[Date Prev][Date Next][Thread Prev][Thread Next][Date Index][Thread Index]

Re: [Condor-users] My jobs won't stay in the queue



On 7/18/05, Sean Looper <slooper@xxxxxxxxxxxxxxxxxxxx> wrote:
> That was it!  I forgot about that option.  :)  The reason why I have
> this is so we can track status data on the jobs including Completion
> Date and memory usage.  Eventually, this will evolve into parsing the
> job_queue and history files directly.

I would suggest that doing this is a bad idea...the format of those
logs is not guaranteed to stay constant (nor frankly easy to parse)

The user log (set at submission time) is however designed for this
purpose (and notes all the data you required) plus parsing logic is
supplied already.

I know it is somewhat more complex to arrange for parsing these
(especially since their is nothing forcing any users to use them or
keep them around/in a consistent place) but some form of submit
gateway/tool on each machine which passes them/the data to whatever
you wish to use to log this data may make things much easier.

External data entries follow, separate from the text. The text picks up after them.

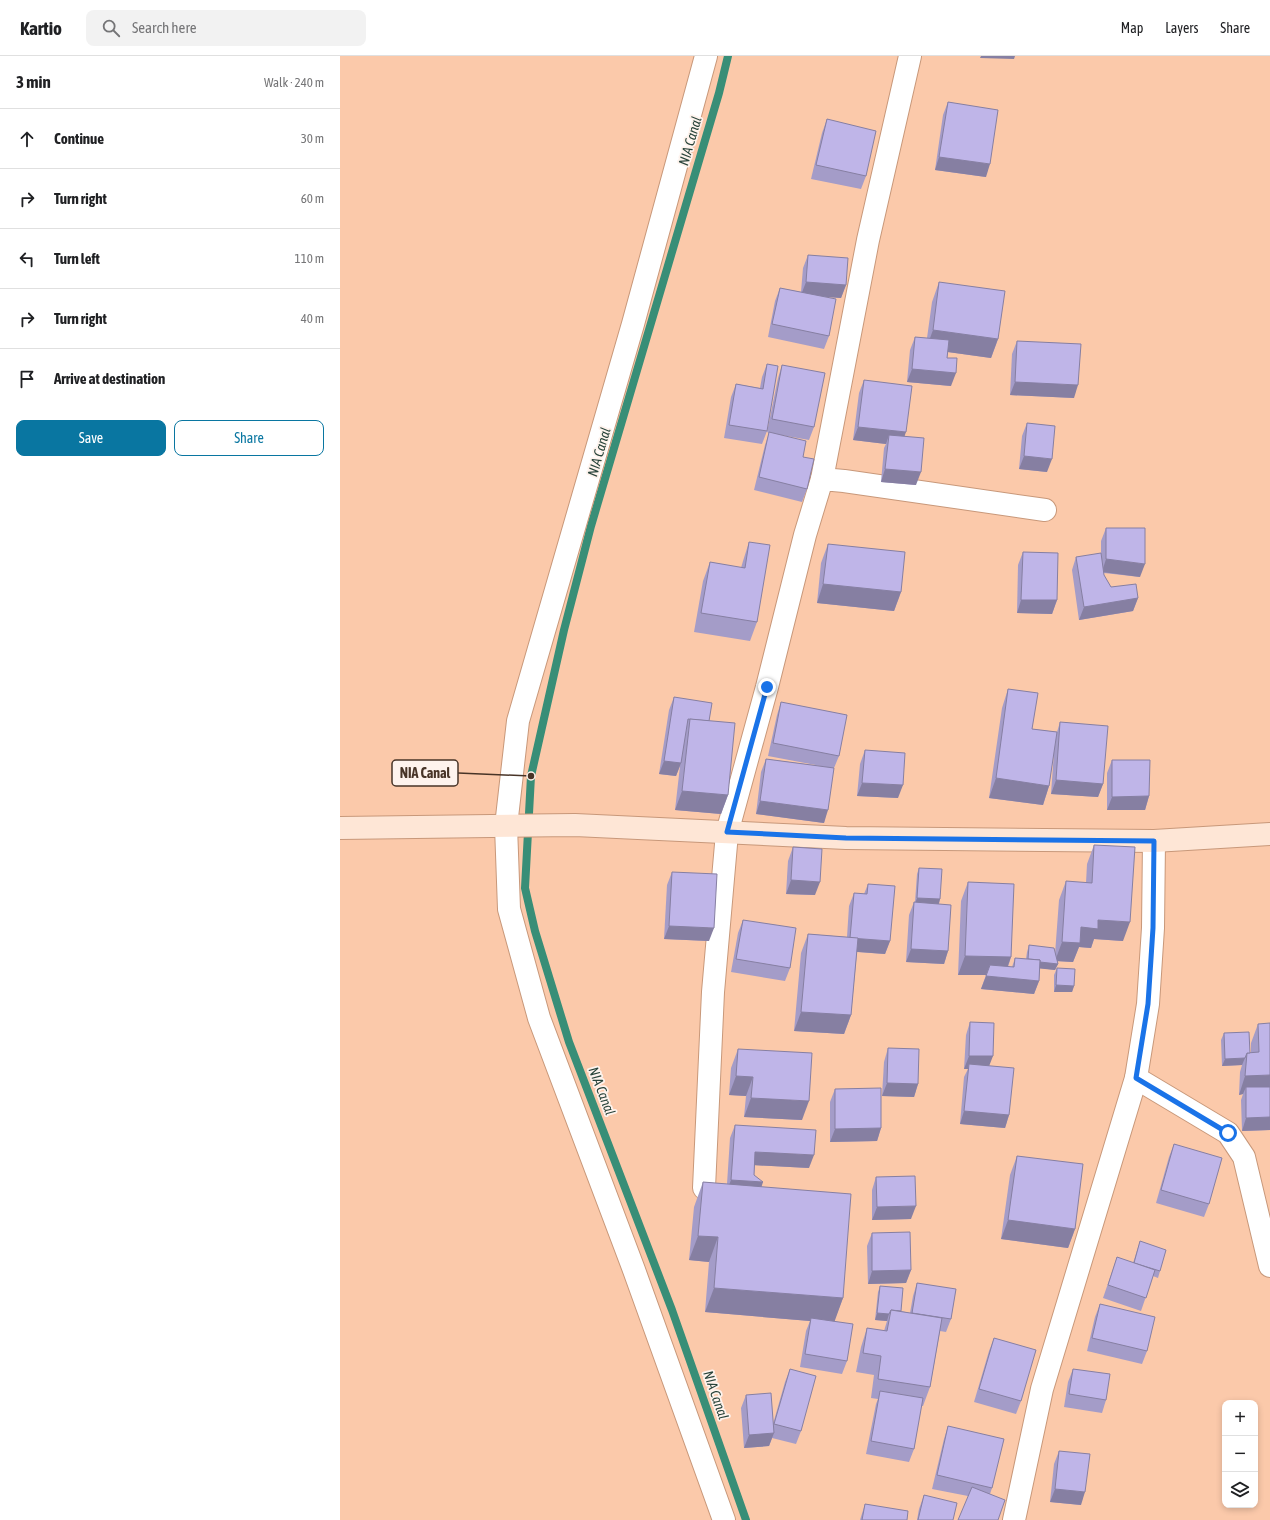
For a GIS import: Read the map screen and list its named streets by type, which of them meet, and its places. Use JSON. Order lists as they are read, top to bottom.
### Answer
{
  "water": ["NIA Canal"],
  "places": ["NIA Canal"],
  "page": {
    "header": "Kartio",
    "search": "Search here",
    "nav": ["Map", "Layers", "Share"],
    "heading": ["3 min", "Walk · 240 m"],
    "list": [
      ["Continue", "30 m"],
      ["Turn right", "60 m"],
      ["Turn left", "110 m"],
      ["Turn right", "40 m"],
      "Arrive at destination"
    ],
    "buttons": ["Save", "Share"],
    "map_buttons": ["+", "−"]
  }
}
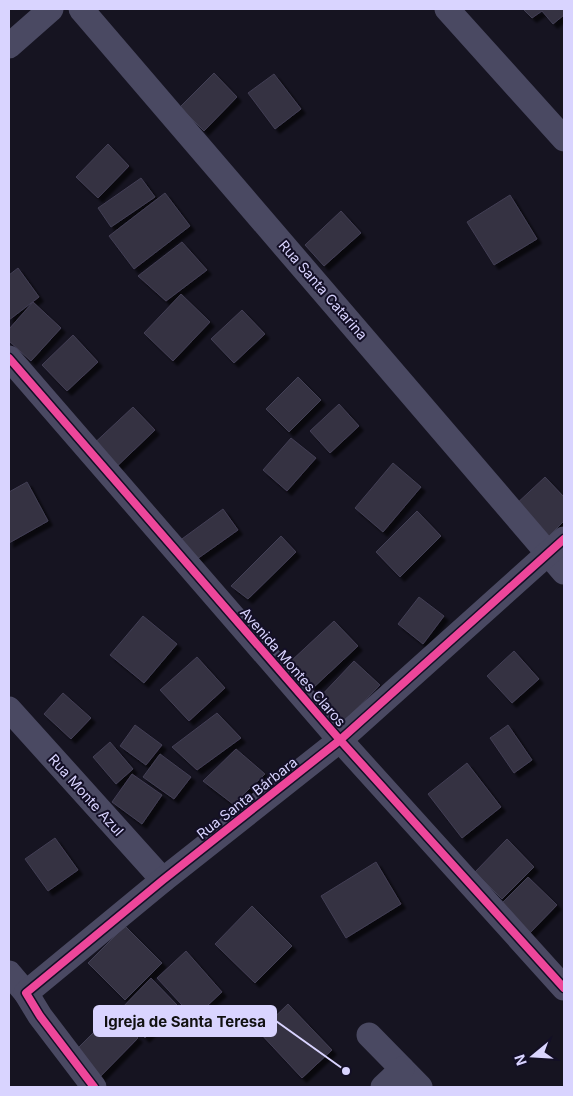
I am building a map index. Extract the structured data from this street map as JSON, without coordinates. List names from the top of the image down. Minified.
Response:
{"streets":{"street":["Rua Santa Catarina","Avenida Montes Claros","Rua Monte Azul","Rua Santa Bárbara"]},"crossings":[["Rua Santa Catarina","Rua Santa Bárbara"],["Avenida Montes Claros","Rua Santa Bárbara"],["Rua Monte Azul","Rua Santa Bárbara"]],"places":["Igreja de Santa Teresa"],"north":"left"}
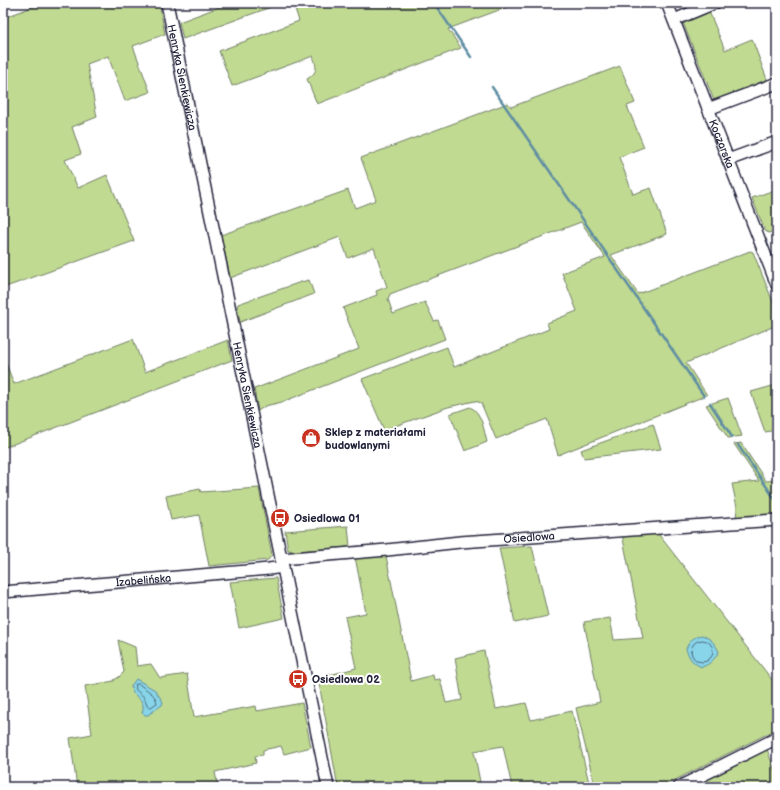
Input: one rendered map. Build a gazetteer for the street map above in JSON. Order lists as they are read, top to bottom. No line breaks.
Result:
{"streets":{"street":["Henryka Sienkiewicza","Koczarska","Osiedlowa","Izabelińska"]},"crossings":[["Henryka Sienkiewicza","Osiedlowa"],["Henryka Sienkiewicza","Izabelińska"],["Osiedlowa","Izabelińska"]],"places":{"shop":["Sklep z materiałami budowlanymi"],"bus stop":["Osiedlowa 01","Osiedlowa 02"]}}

It is one of the more annoying aspects from a pool admin point of view
that condor makes accurate job level (rather than machine level)
monitoring very hard. I know there are performance considerations to
deal with but it would be very nice to allow the schedds/shadows to
report back some basic but user definable state regarding the key
events on the jobs it manages (this would make tracking down the
efficiency of the pool regarding useful/wasteful evictions so much
easier)

Matt